I give this bill a big fail. I agree that they won't send it to the SCC for a constitutional review.

:cheers:


----------



## Privateer (5 Jun 2014)

milnews.ca said:
			
		

> When The Supremes ask for this sort of thing, does it have to go all the way back up through the lower courts via challenges?  Or do they "check things over" after legislation is developed in response to a "Ottawa, change the law" ruling.



The mechanism does exist, federally and provincially.  Federally, it is in _Supreme Court Act_, which provides the executive (Governor in Council) with the ability to refer questions to the Supreme Court of Canada:


> 53. (1) The Governor in Council may refer to the Court for hearing and consideration important questions of law or fact concerning
> 
> (a) the interpretation of the Constitution Acts;
> 
> ...




The Minister of Justice is _supposed_ to consider the issue before a bill is put before Parliament:

The _Department of Justice Act_ provides:


> 4.1 (1) Subject to subsection (2), the Minister [of Justice] shall, in accordance with such regulations as may be prescribed by the Governor in Council, examine every regulation transmitted to the Clerk of the Privy Council for registration pursuant to the Statutory Instruments Act and every Bill introduced in or presented to the House of Commons by a minister of the Crown, in order to ascertain whether any of the provisions thereof are inconsistent with the purposes and provisions of the Canadian Charter of Rights and Freedoms and the Minister shall report any such inconsistency to the House of Commons at the first convenient opportunity.

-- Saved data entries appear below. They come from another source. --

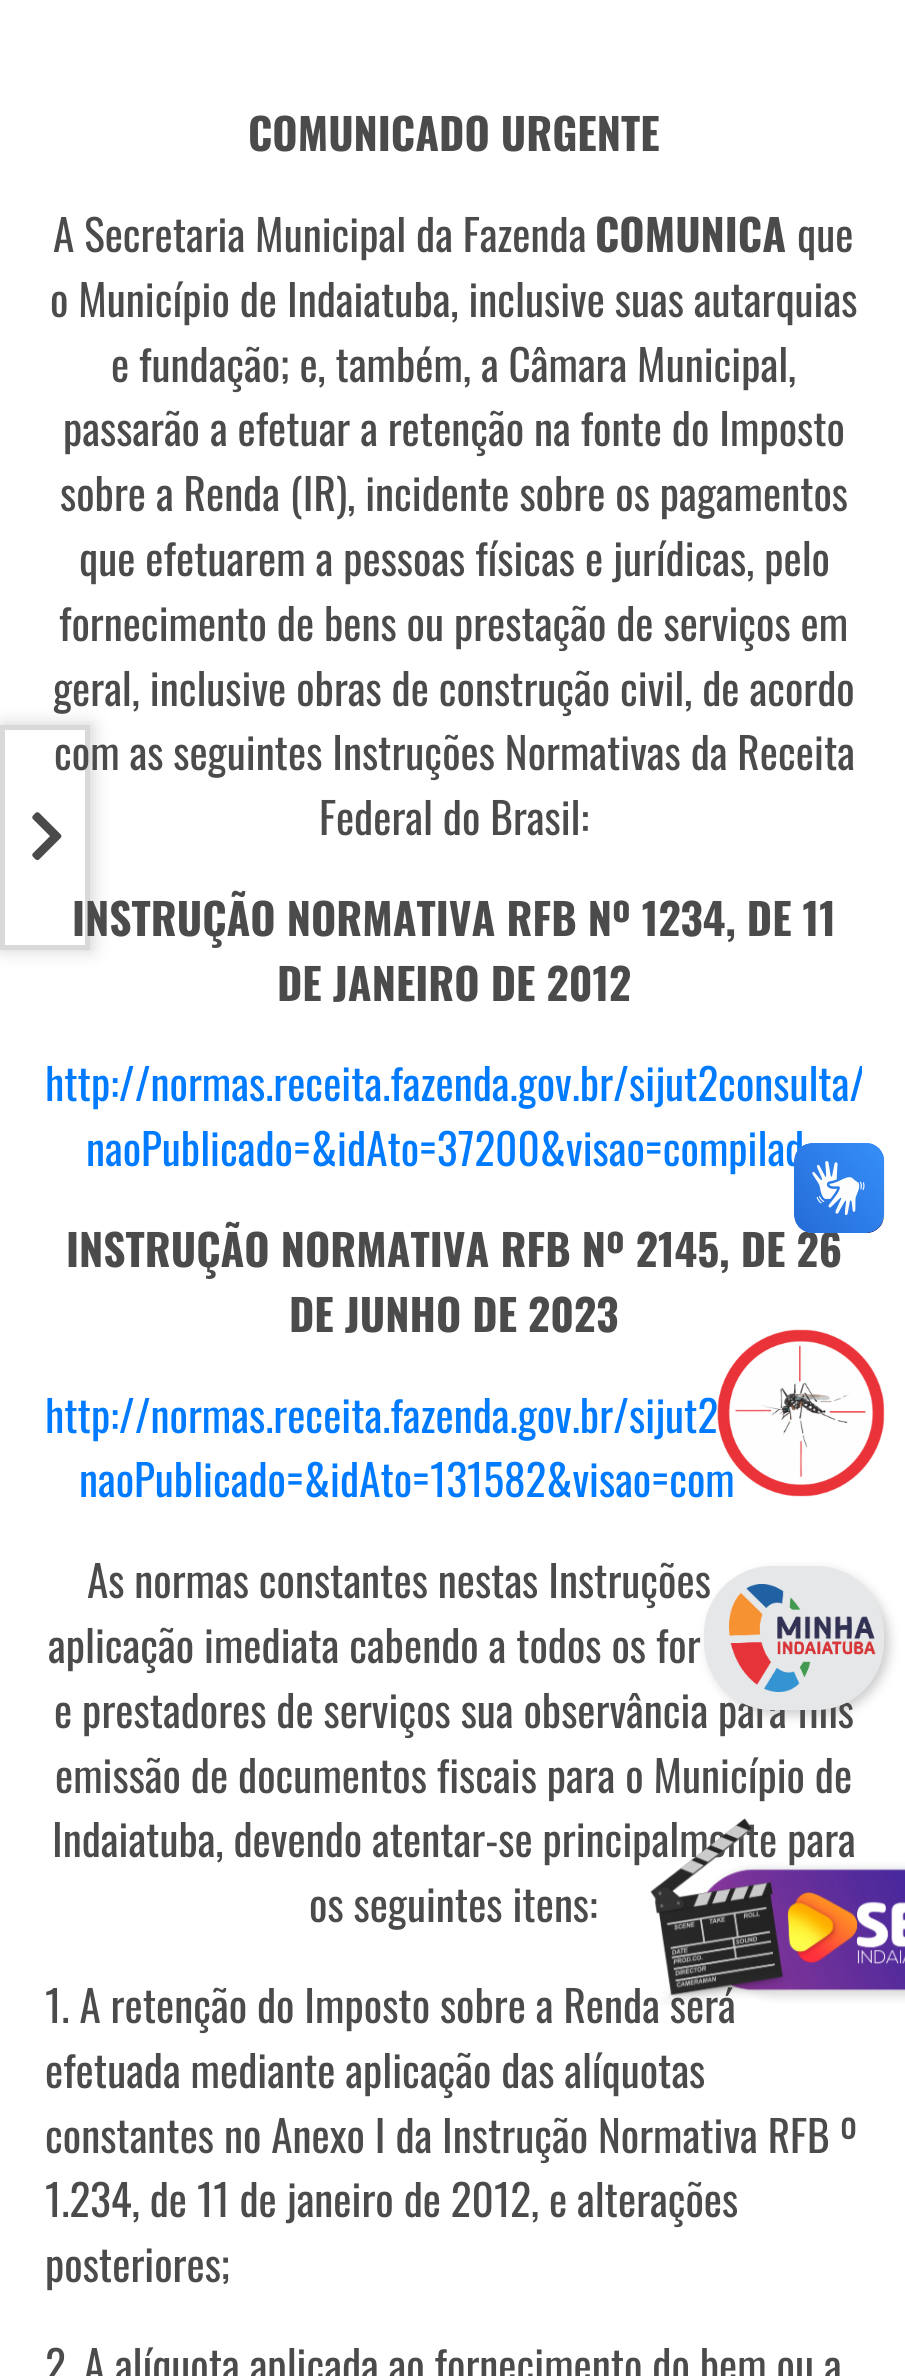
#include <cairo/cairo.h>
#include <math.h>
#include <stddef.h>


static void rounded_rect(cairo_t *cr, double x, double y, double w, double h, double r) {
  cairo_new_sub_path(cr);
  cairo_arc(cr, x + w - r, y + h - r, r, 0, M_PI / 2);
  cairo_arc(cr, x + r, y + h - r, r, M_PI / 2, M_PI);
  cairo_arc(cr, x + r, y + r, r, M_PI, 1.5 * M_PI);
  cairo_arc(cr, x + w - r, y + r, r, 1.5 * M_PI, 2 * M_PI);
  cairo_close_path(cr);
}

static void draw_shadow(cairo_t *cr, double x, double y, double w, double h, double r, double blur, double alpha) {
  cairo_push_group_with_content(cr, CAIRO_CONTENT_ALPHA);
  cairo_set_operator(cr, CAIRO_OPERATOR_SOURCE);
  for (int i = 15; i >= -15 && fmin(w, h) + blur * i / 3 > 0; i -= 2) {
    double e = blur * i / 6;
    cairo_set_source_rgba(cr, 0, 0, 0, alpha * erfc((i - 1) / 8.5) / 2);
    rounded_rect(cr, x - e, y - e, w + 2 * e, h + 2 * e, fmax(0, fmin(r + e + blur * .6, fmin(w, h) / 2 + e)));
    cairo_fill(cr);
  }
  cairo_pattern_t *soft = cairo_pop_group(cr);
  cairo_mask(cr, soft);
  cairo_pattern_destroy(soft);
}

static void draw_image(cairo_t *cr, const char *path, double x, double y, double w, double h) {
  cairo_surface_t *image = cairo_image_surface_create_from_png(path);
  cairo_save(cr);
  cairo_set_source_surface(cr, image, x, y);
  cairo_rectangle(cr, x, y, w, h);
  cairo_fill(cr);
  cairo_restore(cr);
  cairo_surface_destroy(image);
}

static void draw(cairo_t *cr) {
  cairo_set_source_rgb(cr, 1, 1, 1);
  cairo_paint(cr);
  cairo_set_source_rgb(cr, 0, 0, 0);
  draw_shadow(cr, 2, 725, 90, 225, 0, 9, 0.18);
  cairo_set_source_rgb(cr, 1, 1, 1);
  cairo_rectangle(cr, 2.5, 727.5, 85, 220);
  cairo_fill_preserve(cr);
  cairo_set_source_rgb(cr, 217 / 255.0, 217 / 255.0, 217 / 255.0);
  cairo_set_line_width(cr, 5);
  cairo_stroke(cr);
  draw_image(cr, "images/1.png", 32, 812, 30, 49);
  cairo_set_source_rgb(cr, 204 / 255.0, 204 / 255.0, 204 / 255.0);
  draw_shadow(cr, 709, 1571, 180, 144, 68, 5.5, 1);
  cairo_select_font_face(cr, "Oswald", CAIRO_FONT_SLANT_NORMAL, CAIRO_FONT_WEIGHT_BOLD);
  cairo_set_font_size(cr, 43.25);
  cairo_set_source_rgb(cr, 75 / 255.0, 75 / 255.0, 75 / 255.0);
  cairo_move_to(cr, 248, 151);
  cairo_show_text(cr, "COMUNICADO URGENTE");
  cairo_select_font_face(cr, "Oswald", CAIRO_FONT_SLANT_NORMAL, CAIRO_FONT_WEIGHT_NORMAL);
  cairo_move_to(cr, 53, 252);
  cairo_show_text(cr, "A Secretaria Municipal da Fazenda");
  cairo_select_font_face(cr, "Oswald", CAIRO_FONT_SLANT_NORMAL, CAIRO_FONT_WEIGHT_BOLD);
  cairo_move_to(cr, 595, 252);
  cairo_show_text(cr, "COMUNICA");
  cairo_select_font_face(cr, "Oswald", CAIRO_FONT_SLANT_NORMAL, CAIRO_FONT_WEIGHT_NORMAL);
  cairo_move_to(cr, 797, 252);
  cairo_show_text(cr, "que");
  cairo_move_to(cr, 50, 317);
  cairo_show_text(cr, "o Município de Indaiatuba, inclusive suas autarquias");
  cairo_move_to(cr, 111, 382);
  cairo_show_text(cr, "e fundação; e, também, a Câmara Municipal,");
  cairo_move_to(cr, 63, 446);
  cairo_show_text(cr, "passarão a efetuar a retenção na fonte do Imposto");
  cairo_move_to(cr, 60, 511);
  cairo_show_text(cr, "sobre a Renda (IR), incidente sobre os pagamentos");
  cairo_move_to(cr, 79, 576);
  cairo_show_text(cr, "que efetuarem a pessoas físicas e jurídicas, pelo");
  cairo_move_to(cr, 59, 641);
  cairo_show_text(cr, "fornecimento de bens ou prestação de serviços em");
  cairo_move_to(cr, 53, 706);
  cairo_show_text(cr, "geral, inclusive obras de construção civil, de acordo");
  cairo_move_to(cr, 54, 770);
  cairo_show_text(cr, "com as seguintes Instruções Normativas da Receita");
  cairo_move_to(cr, 319, 835);
  cairo_show_text(cr, "Federal do Brasil:");
  cairo_select_font_face(cr, "Oswald", CAIRO_FONT_SLANT_NORMAL, CAIRO_FONT_WEIGHT_BOLD);
  cairo_move_to(cr, 72, 936);
  cairo_show_text(cr, "INSTRUÇÃO NORMATIVA RFB Nº 1234, DE 11");
  cairo_move_to(cr, 277, 1001);
  cairo_show_text(cr, "DE JANEIRO DE 2012");
  cairo_save(cr);
  cairo_rectangle(cr, 45, 0, 817, 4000);
  cairo_clip(cr);
  cairo_select_font_face(cr, "Oswald", CAIRO_FONT_SLANT_NORMAL, CAIRO_FONT_WEIGHT_NORMAL);
  cairo_set_source_rgb(cr, 0, 123 / 255.0, 1);
  cairo_move_to(cr, 45, 1101);
  cairo_show_text(cr, "http://normas.receita.fazenda.gov.br/sijut2consulta/");
  cairo_restore(cr);
  cairo_select_font_face(cr, "Oswald", CAIRO_FONT_SLANT_NORMAL, CAIRO_FONT_WEIGHT_NORMAL);
  cairo_set_source_rgb(cr, 0, 123 / 255.0, 1);
  cairo_move_to(cr, 86, 1166);
  cairo_show_text(cr, "naoPublicado=&idAto=37200&visao=compilad");
  cairo_select_font_face(cr, "Oswald", CAIRO_FONT_SLANT_NORMAL, CAIRO_FONT_WEIGHT_BOLD);
  cairo_set_source_rgb(cr, 75 / 255.0, 75 / 255.0, 75 / 255.0);
  cairo_move_to(cr, 66, 1267);
  cairo_show_text(cr, "INSTRUÇÃO NORMATIVA RFB Nº 2145, DE 26");
  cairo_move_to(cr, 289, 1332);
  cairo_show_text(cr, "DE JUNHO DE 2023");
  cairo_select_font_face(cr, "Oswald", CAIRO_FONT_SLANT_NORMAL, CAIRO_FONT_WEIGHT_NORMAL);
  cairo_set_source_rgb(cr, 0, 123 / 255.0, 1);
  cairo_move_to(cr, 45, 1433);
  cairo_show_text(cr, "http://normas.receita.fazenda.gov.br/sijut2");
  cairo_move_to(cr, 79, 1497);
  cairo_show_text(cr, "naoPublicado=&idAto=131582&visao=com");
  cairo_set_source_rgb(cr, 75 / 255.0, 75 / 255.0, 75 / 255.0);
  cairo_move_to(cr, 87, 1598);
  cairo_show_text(cr, "As normas constantes nestas Instruções");
  cairo_move_to(cr, 48, 1663);
  cairo_show_text(cr, "aplicação imediata cabendo a todos os for");
  cairo_move_to(cr, 54, 1728);
  cairo_show_text(cr, "e prestadores de serviços sua observância para fins");
  cairo_move_to(cr, 55, 1793);
  cairo_show_text(cr, "emissão de documentos fiscais para o Município de");
  cairo_move_to(cr, 52, 1857);
  cairo_show_text(cr, "Indaiatuba, devendo atentar-se principalmente para");
  cairo_move_to(cr, 309, 1922);
  cairo_show_text(cr, "os seguintes itens:");
  cairo_move_to(cr, 45, 2023);
  cairo_show_text(cr, "1. A retenção do Imposto sobre a Renda será");
  cairo_move_to(cr, 45, 2088);
  cairo_show_text(cr, "efetuada mediante aplicação das alíquotas");
  cairo_move_to(cr, 45, 2153);
  cairo_show_text(cr, "constantes no Anexo I da Instrução Normativa RFB º");
  cairo_move_to(cr, 45, 2217);
  cairo_show_text(cr, "1.234, de 11 de janeiro de 2012, e alterações");
  cairo_move_to(cr, 45, 2282);
  cairo_show_text(cr, "posteriores;");
  cairo_move_to(cr, 45, 2383);
  cairo_show_text(cr, "2. A alíquota aplicada ao fornecimento do bem ou a");
  draw_image(cr, "images/2.png", 794, 1143, 91, 90);
  draw_image(cr, "images/3.png", 794, 1143, 90, 90);
  draw_image(cr, "images/4.png", 709, 1329, 176, 168);
  cairo_set_source_rgb(cr, 230 / 255.0, 231 / 255.0, 232 / 255.0);
  rounded_rect(cr, 704, 1566, 180, 144, 68);
  cairo_fill(cr);
  draw_image(cr, "images/5.png", 729, 1584, 147, 108);
  draw_image(cr, "images/6.png", 650, 1818, 255, 187);
}

int main(void) {
  cairo_surface_t *surface = cairo_image_surface_create(CAIRO_FORMAT_RGB24, 905, 2376);
  cairo_t *cr = cairo_create(surface);
  cairo_font_options_t *options = cairo_font_options_create();
  cairo_font_options_set_hint_metrics(options, CAIRO_HINT_METRICS_OFF);
  cairo_font_options_set_hint_style(options, CAIRO_HINT_STYLE_NONE);
  cairo_set_font_options(cr, options);
  cairo_set_miter_limit(cr, 4);
  draw(cr);
  cairo_surface_write_to_png(surface, "out.png");
  cairo_font_options_destroy(options);
  cairo_destroy(cr);
  cairo_surface_destroy(surface);
  return 0;
}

and the _Canadian Bill of Rights_ (yes it still exists!) provides:


> 3. (1) Subject to subsection (2), the Minister of Justice shall, in accordance with such regulations as may be prescribed by the Governor in Council, examine every regulation transmitted to the Clerk of the Privy Council for registration pursuant to the Statutory Instruments Act and every Bill introduced in or presented to the House of Commons by a Minister of the Crown, in order to ascertain whether any of the provisions thereof are inconsistent with the purposes and provisions of this Part and he shall report any such inconsistency to the House of Commons at the first convenient opportunity.



But having seen the law and order bills coming out of this government, I wonder how seriously the Ministers of Justice have performed their duty...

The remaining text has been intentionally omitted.